*RECORDS FOR THIS TASK*:
--- START ---

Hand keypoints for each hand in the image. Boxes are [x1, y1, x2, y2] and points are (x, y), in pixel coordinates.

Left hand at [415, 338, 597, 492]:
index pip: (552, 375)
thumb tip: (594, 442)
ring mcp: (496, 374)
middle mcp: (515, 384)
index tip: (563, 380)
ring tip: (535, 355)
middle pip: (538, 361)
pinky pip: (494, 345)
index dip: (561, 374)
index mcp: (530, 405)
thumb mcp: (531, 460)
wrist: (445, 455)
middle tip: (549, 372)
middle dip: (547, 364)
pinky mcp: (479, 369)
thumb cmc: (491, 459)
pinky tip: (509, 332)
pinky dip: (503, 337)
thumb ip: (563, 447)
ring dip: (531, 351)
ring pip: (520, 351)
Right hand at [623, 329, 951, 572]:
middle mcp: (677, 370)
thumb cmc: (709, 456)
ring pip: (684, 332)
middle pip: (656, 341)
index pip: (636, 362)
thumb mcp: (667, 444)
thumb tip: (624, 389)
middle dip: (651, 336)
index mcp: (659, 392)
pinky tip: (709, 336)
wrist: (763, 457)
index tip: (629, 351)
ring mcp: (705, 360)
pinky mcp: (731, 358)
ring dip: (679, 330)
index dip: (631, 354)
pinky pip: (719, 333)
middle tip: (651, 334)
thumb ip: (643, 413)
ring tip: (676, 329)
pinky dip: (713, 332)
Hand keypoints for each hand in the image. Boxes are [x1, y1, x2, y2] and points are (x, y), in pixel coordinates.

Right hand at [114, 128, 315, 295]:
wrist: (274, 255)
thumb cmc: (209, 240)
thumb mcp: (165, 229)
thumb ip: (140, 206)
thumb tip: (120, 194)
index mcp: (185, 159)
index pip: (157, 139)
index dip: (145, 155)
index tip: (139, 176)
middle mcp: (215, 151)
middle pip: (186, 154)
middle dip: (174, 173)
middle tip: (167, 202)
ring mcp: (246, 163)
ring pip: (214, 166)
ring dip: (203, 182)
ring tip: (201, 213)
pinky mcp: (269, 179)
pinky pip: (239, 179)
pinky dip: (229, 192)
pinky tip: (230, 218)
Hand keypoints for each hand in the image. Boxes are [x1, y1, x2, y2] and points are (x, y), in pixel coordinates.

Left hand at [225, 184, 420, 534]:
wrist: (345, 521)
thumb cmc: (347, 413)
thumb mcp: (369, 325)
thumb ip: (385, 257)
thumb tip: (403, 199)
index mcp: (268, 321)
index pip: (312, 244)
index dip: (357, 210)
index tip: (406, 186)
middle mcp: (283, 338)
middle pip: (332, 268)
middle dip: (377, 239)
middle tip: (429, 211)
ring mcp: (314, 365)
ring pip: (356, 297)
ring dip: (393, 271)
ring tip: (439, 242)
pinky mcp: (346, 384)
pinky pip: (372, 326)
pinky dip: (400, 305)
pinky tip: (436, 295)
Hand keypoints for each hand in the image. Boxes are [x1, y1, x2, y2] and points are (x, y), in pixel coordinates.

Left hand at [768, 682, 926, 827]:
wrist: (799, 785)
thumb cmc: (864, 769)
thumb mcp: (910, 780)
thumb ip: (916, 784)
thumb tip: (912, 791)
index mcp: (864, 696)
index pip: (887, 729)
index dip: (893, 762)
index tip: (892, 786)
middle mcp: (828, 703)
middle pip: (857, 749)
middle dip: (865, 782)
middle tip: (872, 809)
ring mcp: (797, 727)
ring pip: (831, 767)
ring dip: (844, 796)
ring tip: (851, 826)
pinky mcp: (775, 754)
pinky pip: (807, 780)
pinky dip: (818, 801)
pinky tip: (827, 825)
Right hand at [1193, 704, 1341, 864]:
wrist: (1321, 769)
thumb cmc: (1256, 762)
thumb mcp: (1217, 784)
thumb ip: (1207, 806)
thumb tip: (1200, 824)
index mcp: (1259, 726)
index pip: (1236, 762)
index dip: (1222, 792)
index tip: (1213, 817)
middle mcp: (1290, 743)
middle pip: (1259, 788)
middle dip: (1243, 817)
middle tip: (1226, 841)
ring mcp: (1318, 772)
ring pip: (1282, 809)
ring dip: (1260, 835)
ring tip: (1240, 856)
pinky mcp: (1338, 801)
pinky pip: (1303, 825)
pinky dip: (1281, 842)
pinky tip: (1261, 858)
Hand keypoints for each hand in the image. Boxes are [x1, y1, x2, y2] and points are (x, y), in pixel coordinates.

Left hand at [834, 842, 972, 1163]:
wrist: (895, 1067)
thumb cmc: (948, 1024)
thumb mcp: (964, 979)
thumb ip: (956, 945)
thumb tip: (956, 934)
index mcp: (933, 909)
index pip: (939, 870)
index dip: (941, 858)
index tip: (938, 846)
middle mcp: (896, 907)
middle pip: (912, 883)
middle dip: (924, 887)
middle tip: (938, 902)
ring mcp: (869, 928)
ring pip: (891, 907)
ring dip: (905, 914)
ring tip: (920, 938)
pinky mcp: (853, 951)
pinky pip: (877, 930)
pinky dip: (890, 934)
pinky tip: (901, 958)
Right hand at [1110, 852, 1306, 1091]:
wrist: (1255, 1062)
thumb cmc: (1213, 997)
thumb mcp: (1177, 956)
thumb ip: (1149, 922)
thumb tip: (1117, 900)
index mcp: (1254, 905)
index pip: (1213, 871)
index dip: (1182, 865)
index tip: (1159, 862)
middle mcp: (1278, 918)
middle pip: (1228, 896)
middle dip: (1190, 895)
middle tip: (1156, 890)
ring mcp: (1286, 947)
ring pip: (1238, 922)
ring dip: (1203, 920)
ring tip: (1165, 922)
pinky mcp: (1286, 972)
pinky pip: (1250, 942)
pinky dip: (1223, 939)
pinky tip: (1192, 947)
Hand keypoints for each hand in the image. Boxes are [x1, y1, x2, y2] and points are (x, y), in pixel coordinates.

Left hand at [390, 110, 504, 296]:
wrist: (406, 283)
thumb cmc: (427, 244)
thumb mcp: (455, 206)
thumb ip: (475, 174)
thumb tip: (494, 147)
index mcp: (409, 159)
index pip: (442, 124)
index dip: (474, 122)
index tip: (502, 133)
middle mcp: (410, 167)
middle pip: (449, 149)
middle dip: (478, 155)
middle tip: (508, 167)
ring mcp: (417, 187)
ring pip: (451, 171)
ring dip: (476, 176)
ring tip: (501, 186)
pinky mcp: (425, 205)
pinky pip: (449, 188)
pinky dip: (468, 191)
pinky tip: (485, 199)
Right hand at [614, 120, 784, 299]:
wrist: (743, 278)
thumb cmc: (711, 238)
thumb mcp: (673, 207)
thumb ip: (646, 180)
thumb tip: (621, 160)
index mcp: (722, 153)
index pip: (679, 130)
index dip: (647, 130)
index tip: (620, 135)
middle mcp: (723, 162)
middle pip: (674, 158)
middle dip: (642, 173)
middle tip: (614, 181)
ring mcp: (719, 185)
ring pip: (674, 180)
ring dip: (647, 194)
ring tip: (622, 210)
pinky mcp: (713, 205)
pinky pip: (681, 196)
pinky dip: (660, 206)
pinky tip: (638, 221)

--- END ---

*TASK GOAL*: Across all the records above, how many lines hold the word "wrist"? Answer with only that number.

*RESULT OF THE TASK*: 10